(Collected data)
· · · · ·

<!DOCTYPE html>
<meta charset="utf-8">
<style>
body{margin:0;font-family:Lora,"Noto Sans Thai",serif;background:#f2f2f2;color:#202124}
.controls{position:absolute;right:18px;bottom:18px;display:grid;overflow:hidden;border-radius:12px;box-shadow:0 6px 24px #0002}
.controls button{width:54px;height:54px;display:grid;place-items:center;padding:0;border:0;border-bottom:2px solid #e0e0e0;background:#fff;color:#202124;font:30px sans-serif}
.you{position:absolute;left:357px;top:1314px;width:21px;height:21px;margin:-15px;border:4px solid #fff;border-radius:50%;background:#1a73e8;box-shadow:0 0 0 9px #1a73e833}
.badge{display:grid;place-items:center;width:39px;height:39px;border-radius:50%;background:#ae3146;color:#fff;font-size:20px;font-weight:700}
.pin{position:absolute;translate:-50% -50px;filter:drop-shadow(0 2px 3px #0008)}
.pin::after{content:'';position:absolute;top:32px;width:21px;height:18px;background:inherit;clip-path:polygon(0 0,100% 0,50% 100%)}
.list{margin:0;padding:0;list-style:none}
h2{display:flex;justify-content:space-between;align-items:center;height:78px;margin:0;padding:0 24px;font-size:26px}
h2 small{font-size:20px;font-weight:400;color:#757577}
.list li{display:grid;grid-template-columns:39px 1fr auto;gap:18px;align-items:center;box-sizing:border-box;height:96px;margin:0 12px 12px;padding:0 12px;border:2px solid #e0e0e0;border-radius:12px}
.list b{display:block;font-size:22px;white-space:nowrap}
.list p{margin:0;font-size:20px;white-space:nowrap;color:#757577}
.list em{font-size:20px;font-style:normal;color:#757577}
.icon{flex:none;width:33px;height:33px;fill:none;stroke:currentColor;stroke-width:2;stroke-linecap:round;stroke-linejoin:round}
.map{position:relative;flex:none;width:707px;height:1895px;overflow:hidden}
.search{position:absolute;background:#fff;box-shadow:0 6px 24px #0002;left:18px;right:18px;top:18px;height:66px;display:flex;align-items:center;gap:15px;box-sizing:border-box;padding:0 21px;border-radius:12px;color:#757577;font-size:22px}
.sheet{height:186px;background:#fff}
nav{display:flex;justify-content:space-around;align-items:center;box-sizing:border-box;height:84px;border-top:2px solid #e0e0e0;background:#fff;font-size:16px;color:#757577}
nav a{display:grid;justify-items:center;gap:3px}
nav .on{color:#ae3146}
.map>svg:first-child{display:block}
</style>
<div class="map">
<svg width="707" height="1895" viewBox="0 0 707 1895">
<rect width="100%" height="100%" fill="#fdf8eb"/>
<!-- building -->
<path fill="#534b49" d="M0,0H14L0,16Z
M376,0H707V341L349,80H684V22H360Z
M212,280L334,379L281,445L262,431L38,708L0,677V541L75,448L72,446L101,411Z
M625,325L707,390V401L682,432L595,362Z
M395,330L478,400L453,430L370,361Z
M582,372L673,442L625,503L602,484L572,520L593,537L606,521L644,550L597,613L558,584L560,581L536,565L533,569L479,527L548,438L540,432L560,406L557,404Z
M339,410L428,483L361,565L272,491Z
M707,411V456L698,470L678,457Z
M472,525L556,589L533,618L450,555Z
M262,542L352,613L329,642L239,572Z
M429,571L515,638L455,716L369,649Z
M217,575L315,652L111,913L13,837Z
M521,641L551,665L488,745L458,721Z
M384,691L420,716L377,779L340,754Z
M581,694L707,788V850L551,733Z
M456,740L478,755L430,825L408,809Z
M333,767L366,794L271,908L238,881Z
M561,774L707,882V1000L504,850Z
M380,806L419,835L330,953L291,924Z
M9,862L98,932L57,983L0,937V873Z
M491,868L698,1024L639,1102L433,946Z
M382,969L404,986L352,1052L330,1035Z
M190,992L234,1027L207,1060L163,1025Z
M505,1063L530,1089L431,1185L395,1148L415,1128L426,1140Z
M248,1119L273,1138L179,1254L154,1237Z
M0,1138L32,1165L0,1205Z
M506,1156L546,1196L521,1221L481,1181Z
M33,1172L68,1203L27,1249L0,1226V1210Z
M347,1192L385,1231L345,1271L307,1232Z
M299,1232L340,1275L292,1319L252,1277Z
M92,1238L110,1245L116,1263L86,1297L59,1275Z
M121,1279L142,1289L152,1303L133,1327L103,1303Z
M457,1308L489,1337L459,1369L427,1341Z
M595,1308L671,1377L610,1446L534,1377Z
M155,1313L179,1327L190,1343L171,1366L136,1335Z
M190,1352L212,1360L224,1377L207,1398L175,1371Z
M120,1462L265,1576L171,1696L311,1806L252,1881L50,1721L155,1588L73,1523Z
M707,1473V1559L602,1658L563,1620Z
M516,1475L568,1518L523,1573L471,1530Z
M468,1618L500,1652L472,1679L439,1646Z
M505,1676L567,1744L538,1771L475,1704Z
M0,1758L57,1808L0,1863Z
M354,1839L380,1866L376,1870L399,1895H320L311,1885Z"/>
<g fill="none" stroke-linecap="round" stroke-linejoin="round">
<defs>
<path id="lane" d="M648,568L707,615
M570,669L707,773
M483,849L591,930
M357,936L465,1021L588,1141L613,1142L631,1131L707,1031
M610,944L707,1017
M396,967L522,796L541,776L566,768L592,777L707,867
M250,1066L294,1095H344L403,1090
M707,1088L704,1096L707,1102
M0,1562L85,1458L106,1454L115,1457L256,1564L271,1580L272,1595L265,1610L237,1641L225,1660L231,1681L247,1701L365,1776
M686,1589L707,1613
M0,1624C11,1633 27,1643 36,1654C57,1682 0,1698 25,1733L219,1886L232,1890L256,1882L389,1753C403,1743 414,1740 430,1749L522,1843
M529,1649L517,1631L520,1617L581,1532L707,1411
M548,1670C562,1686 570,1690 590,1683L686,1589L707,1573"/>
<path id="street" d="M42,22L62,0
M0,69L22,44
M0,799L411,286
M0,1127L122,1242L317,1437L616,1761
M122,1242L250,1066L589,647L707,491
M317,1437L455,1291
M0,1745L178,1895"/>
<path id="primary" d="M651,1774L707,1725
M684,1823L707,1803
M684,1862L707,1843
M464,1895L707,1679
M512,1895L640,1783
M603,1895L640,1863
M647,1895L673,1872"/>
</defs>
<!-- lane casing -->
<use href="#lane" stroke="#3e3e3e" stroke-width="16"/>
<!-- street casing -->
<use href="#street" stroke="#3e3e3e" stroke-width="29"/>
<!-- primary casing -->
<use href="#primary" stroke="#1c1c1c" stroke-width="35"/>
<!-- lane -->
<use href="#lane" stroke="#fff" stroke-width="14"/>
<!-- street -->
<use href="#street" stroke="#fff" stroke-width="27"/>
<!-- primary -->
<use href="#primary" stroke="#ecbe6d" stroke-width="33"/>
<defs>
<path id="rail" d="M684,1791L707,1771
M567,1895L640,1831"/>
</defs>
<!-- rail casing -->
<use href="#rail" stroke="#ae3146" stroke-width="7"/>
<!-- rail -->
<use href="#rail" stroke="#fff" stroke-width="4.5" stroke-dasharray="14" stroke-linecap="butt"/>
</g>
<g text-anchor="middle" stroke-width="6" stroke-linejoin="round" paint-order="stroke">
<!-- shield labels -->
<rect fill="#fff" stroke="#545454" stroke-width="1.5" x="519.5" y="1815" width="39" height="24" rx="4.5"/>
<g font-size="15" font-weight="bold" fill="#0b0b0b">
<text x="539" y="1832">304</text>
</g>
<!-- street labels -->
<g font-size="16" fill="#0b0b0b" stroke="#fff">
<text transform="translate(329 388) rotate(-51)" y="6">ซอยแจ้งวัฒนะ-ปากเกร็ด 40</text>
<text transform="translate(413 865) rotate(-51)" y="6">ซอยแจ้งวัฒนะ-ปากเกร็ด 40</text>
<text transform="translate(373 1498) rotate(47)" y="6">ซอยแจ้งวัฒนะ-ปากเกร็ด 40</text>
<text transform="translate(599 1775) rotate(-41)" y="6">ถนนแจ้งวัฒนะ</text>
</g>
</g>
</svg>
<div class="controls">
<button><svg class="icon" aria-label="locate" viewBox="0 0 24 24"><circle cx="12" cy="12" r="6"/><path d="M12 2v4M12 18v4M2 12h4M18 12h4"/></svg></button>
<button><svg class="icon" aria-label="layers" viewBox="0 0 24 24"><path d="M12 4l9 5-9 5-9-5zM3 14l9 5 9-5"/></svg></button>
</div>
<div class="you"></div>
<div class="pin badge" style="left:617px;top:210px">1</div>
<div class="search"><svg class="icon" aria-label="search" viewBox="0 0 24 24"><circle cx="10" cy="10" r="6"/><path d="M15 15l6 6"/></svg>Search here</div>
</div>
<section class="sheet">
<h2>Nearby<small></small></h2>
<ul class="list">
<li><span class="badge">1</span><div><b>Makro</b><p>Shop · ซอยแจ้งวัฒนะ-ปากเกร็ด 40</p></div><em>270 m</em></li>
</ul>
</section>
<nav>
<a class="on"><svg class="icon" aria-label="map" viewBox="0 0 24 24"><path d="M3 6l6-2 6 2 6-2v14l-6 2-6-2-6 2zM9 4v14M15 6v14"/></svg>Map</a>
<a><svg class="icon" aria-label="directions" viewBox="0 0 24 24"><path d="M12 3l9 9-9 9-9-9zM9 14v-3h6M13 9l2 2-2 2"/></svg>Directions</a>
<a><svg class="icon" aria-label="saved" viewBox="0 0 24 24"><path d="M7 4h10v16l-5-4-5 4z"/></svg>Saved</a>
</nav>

· · · · ·

Find all lines holding the word "nowrap" in the records above and copy them.

.list b{display:block;font-size:22px;white-space:nowrap}
.list p{margin:0;font-size:20px;white-space:nowrap;color:#757577}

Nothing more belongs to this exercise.